ABOUT a year ago a member of our Book Club,  AW, suggested, with his signature warped sense of humour, that we read a collection of adult short stories by Road Dahl,   a writer known pre-eminently for his children’s writing. 

We should have been wary. Months earlier he had subjected us to the Oresteia, by that well-known page-turner, Aeschylus.  I remember from the distant memories of schoolboy Greek that Aeschylus was no Dan Brown or JK Rowling.  On our return to Book Club a month later the more scatological members didn’t hold back the ordure as they described how thrilled they had been to wade through this turgid Greek tragedy.  Mind you, it had stood the test of time.  In the 2020s the tragedy was still there. We had to read it again.  It was as dull today as it was 2,000 years ago. AW thought this was hilarious.  If we had still been at school, he would have been duffed up!

Anyway, back to Roald, according to some wags christened with this consonant short forename because his father couldn’t spell Ronald. Why was the mischievous AW prescribing him for our delectation?  The story collection was titled “Switch Bitch” after the name of the lead story.  They are intriguingly and of course, being penned by Dahl, fabulously written tales.  I won’t spoil it for you in case you want to read it for yourself. Suffice to say the Switch Bitch eponymous story involves a hapless individual who takes advantage of the generosity of a stranger with unforeseen consequences. There’s a show stopping twist at the end of the story.  Where was the humour?  The hapless central character of the piece was called Aziz.  Oh! How we laughed; me mirthlessly, my fellow Book Club members with gusto.

Those who know Dahl, either through his writings, or via the highly popular TV series of the late 1970s/80s, will know that not only did he employ fiendish plot twists but he was no paragon of sensitivity.  His observations were acerbic and merciless.  By today’s standards he used every trope in the book and gloried in reinforcing stereotypes - not quite, an Englishman, a Scotsman and an Irishman -  but the next best thing.  Like Rudyard Kipling he had a white, Eurocentric view of the world.

Now we Aziz’s are used to featuring in literature, usually unfavourable.  Poor old Dr Aziz faced terrible accusations in E.M.  Forster’s, A Passage to India.  If there’s one thing the Brits hate more than an uppity Indian, it’s an overqualified and accomplished Muslim.
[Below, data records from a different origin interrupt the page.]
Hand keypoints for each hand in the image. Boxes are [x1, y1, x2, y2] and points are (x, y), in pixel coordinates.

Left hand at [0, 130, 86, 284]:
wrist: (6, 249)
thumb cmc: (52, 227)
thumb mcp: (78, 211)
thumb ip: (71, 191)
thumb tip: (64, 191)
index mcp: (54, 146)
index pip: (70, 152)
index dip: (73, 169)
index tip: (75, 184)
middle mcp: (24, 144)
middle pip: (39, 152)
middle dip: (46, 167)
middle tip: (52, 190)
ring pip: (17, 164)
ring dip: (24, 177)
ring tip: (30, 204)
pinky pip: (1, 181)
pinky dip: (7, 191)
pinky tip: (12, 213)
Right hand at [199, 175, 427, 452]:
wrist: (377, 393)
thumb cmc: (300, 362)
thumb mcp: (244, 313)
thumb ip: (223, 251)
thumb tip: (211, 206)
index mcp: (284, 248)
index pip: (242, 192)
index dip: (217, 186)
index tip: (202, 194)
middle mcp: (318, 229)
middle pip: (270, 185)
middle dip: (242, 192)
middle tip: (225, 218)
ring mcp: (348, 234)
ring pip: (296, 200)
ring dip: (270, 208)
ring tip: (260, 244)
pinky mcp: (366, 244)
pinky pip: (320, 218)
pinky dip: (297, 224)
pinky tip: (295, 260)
Pakistan hadn’t yet been created to take over legacy of prejudice when the novel was written in 1924.

So, you might think I am all in favour of the current revisionism being applied to the books of Dahl and others, if only for revenge on the likes of Forster and Kipling.  I am not.  To spare children the right to read about “fat” people is bonkers, as is referring to people as “ugly”.  Carry on that way and you end up with no useful adjectives for story tellers to paint their word pictures.  Face it, there are fat people; the softer “corpulent” is probably not in most four-year olds’ lexicon.  People are ugly.  Ban that word and by extension you should ban the word “beautiful” for fear of upsetting the ones who feel they are less so.  I am both fat and, since my facial paralysis, ugly too, contenting myself with fading memories of times past.

Writers must be free to express themselves.  Context is all and our history defines us.  In the days of Forster and Kipling, the world was different.  Dahl is more recent but a product of both his environment, upbringing and twisted (should I be writing “non-straight” or “unconventional”?), mind.  Sensitive readers should just get over it. Or not read books written before 2020.